From the first line to the last, retype the records exactly without their images.

──────── SOURCE MATERIAL

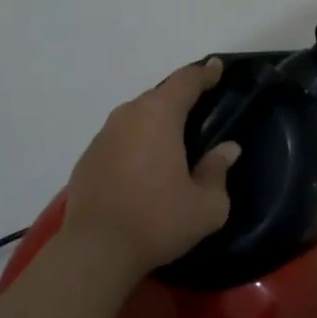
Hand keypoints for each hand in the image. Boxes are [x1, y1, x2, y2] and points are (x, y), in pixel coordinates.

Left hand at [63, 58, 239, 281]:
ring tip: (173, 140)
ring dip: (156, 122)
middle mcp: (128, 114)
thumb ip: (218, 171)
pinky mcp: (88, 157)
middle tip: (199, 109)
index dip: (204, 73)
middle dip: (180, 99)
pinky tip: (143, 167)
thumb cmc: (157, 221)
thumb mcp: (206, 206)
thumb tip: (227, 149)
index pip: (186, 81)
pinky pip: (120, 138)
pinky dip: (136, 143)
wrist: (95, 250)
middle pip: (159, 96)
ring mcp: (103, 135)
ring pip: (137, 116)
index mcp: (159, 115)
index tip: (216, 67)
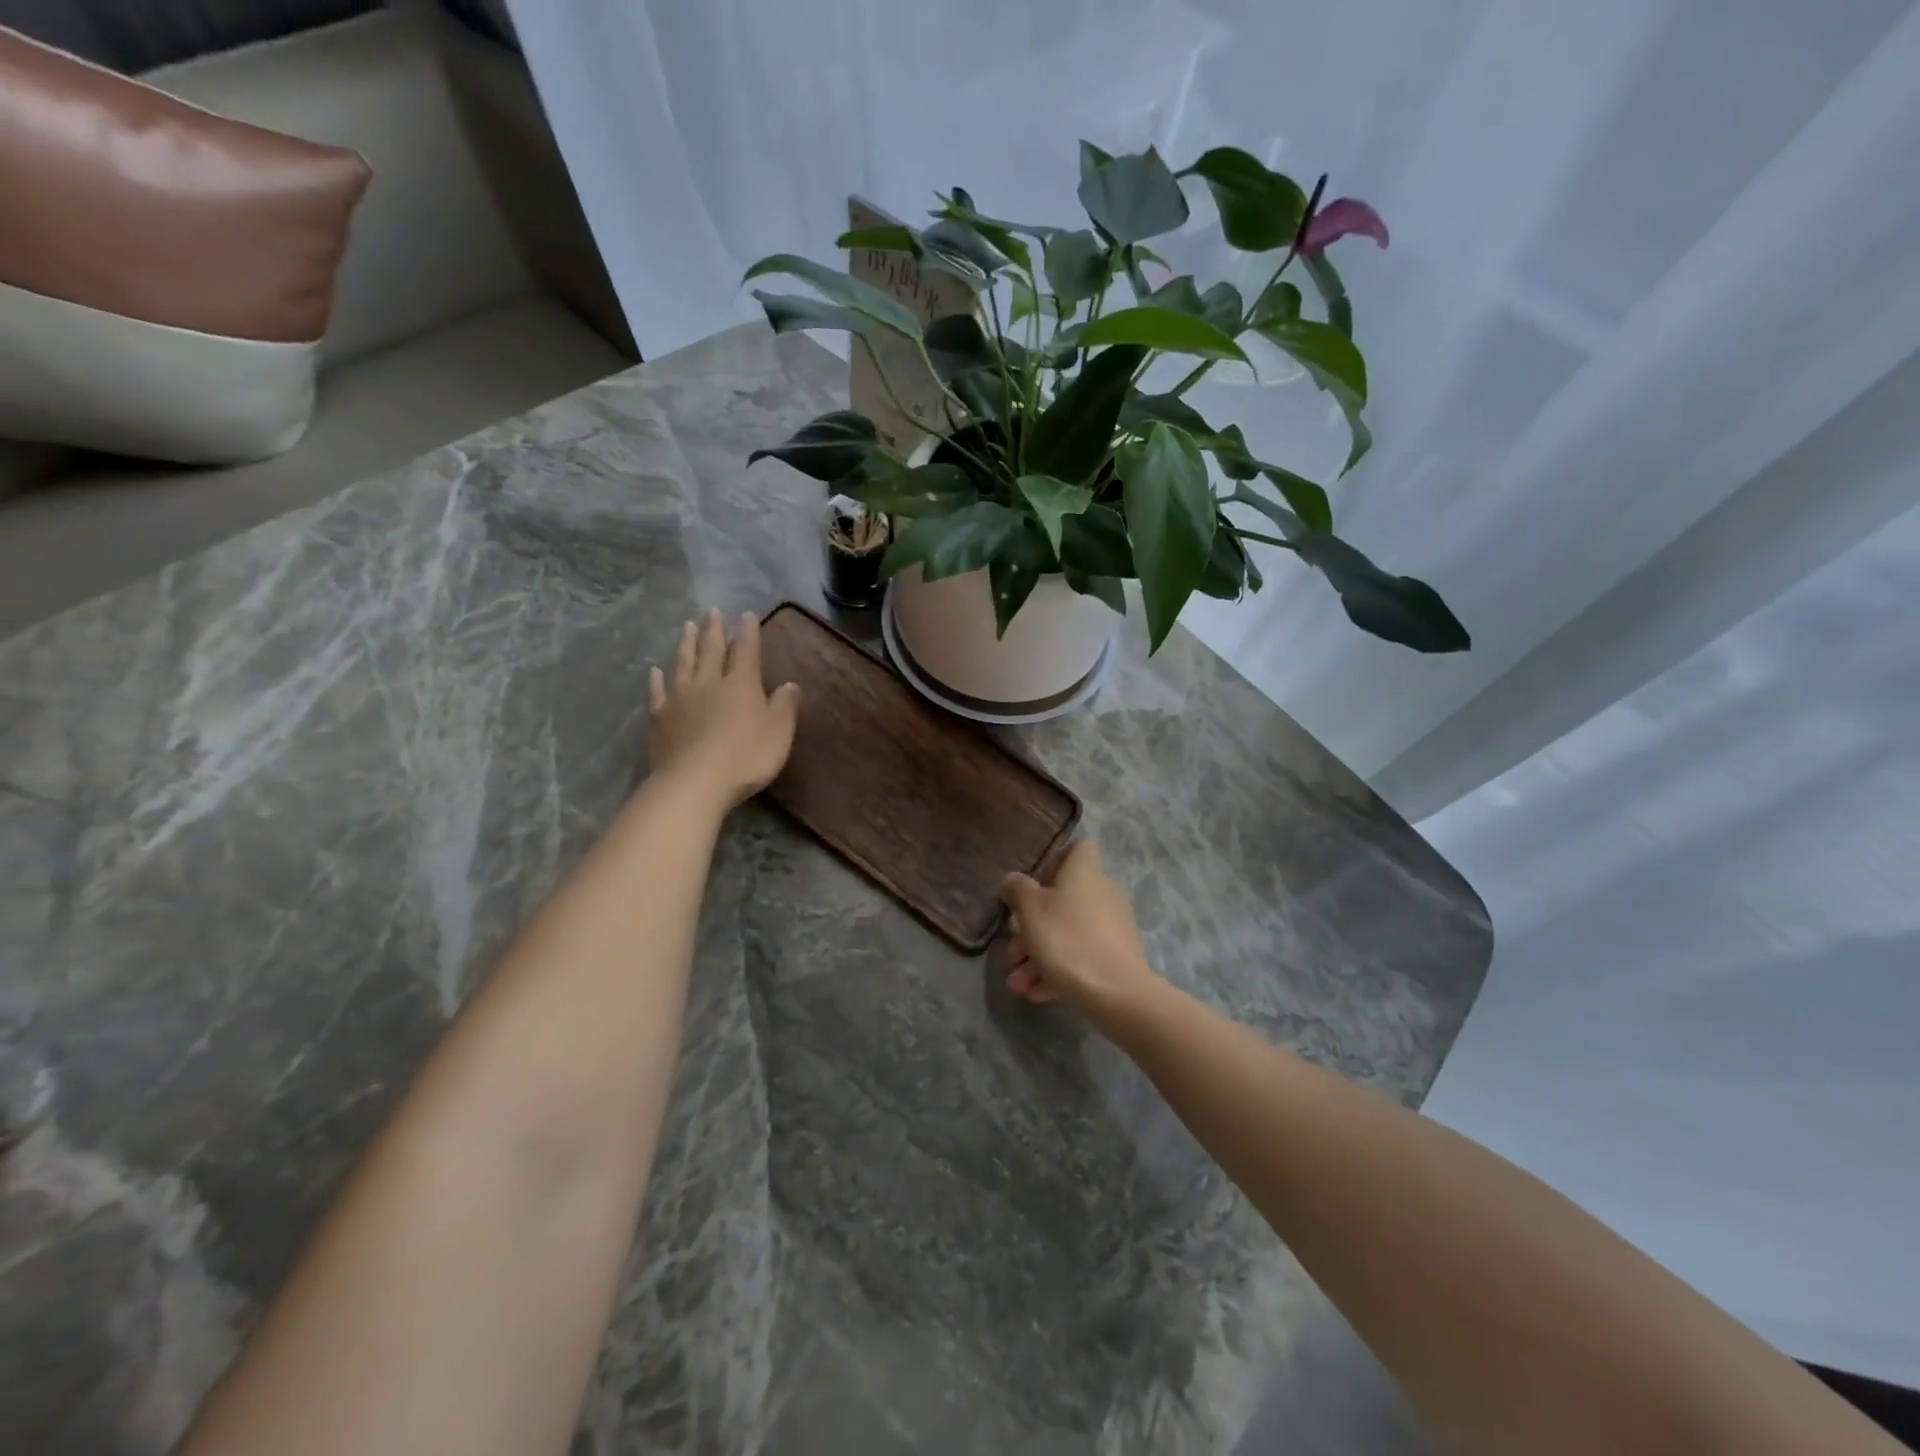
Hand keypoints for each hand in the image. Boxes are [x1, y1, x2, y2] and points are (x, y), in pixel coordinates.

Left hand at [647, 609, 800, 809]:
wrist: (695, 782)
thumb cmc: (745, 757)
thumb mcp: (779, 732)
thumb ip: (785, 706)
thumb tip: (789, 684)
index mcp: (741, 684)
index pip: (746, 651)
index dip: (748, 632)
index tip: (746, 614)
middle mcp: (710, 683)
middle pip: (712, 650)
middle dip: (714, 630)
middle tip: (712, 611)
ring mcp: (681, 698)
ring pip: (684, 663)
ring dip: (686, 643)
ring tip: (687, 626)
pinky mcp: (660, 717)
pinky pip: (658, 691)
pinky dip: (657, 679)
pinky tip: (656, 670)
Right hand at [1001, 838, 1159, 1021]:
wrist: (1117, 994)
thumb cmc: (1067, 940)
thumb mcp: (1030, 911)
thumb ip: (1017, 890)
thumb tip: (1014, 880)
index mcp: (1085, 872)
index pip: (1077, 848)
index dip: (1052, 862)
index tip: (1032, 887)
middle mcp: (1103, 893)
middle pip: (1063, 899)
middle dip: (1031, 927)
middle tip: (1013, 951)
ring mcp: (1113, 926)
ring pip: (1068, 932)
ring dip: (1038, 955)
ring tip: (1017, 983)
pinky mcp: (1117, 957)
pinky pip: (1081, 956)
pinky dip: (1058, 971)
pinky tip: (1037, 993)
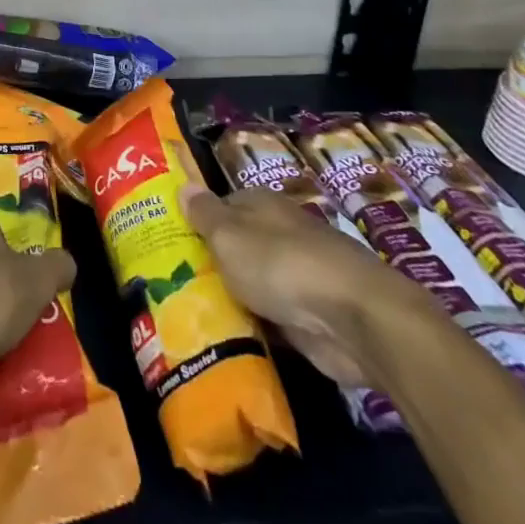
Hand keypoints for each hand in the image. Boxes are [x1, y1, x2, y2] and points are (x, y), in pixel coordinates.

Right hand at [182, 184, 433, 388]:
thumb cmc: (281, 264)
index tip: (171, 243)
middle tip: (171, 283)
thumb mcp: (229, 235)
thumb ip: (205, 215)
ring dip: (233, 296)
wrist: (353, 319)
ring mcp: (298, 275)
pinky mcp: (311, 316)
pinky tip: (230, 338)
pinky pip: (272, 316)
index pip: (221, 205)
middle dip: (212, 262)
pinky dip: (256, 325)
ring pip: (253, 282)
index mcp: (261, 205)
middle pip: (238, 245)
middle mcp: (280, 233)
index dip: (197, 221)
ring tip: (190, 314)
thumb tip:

────────────────

> _RESPONSE_
Hand keypoints for each hand in the image. Boxes are [x1, y1, x2, y2] and points are (x, y), in pixel coordinates.

Left hand at [63, 58, 239, 281]:
ring tip: (173, 140)
ring dip: (156, 122)
middle mcp: (128, 114)
thumb ip: (218, 171)
pinky mcp: (88, 157)
middle tip: (199, 109)
index dip: (204, 73)
middle dip: (180, 99)
pinky tip: (143, 167)
thumb cmc: (157, 221)
thumb mcp: (206, 206)
thumb tip: (227, 149)
index pip: (186, 81)
pinky pip: (120, 138)
pinky dip: (136, 143)
wrist: (95, 250)
middle pip: (159, 96)
ring mcp: (103, 135)
ring pip: (137, 116)
index mcp: (159, 115)
index tip: (216, 67)
Hand keypoints for each hand in the image. Boxes are [x1, y1, x2, y2] and points are (x, y), in pixel coordinates.

Left hand at [647, 609, 800, 809]:
wrist: (695, 782)
thumb cmc: (745, 757)
thumb mcp: (779, 732)
thumb ip: (785, 706)
thumb tip: (789, 684)
index mcp: (741, 684)
index pip: (746, 651)
index dip: (748, 632)
index tip: (746, 614)
middle mcp: (710, 683)
middle pip: (712, 650)
middle dip: (714, 630)
middle tip: (712, 611)
ring mcp: (681, 698)
ring pip: (684, 663)
ring dip: (686, 643)
ring tip: (687, 626)
pinky mcp: (660, 717)
pinky pip: (658, 691)
pinky dip: (657, 679)
pinky tip: (656, 670)
Right hand at [1001, 838, 1159, 1021]:
wrist: (1117, 994)
thumb cmc: (1067, 940)
thumb mcp: (1030, 911)
thumb ip: (1017, 890)
thumb tip: (1014, 880)
index mcp: (1085, 872)
index pip: (1077, 848)
index dip: (1052, 862)
index tip: (1032, 887)
middle mcp: (1103, 893)
middle pip: (1063, 899)
middle dip: (1031, 927)
middle tip: (1013, 951)
ring mcp: (1113, 926)
ring pip: (1068, 932)
ring dip: (1038, 955)
ring tip: (1017, 983)
pinky mcp: (1117, 957)
pinky pip: (1081, 956)
pinky dip: (1058, 971)
pinky tip: (1037, 993)
Hand keypoints for each hand in the image. Boxes are [x1, y1, x2, y2] and points are (x, y), in pixel coordinates.

Right hand at [182, 184, 433, 388]:
thumb cmc: (281, 264)
index tip: (171, 243)
middle tip: (171, 283)
thumb mcp: (229, 235)
thumb ip: (205, 215)
ring dip: (233, 296)
wrist: (353, 319)
ring mcp: (298, 275)
pinky mcp: (311, 316)
pinky tip: (230, 338)
pinky pip: (272, 316)
index pip: (221, 205)
middle dip: (212, 262)
pinky dip: (256, 325)
ring pip: (253, 282)
index mcp: (261, 205)
middle pip: (238, 245)
middle mcp: (280, 233)
index dip: (197, 221)
ring tip: (190, 314)
thumb tip:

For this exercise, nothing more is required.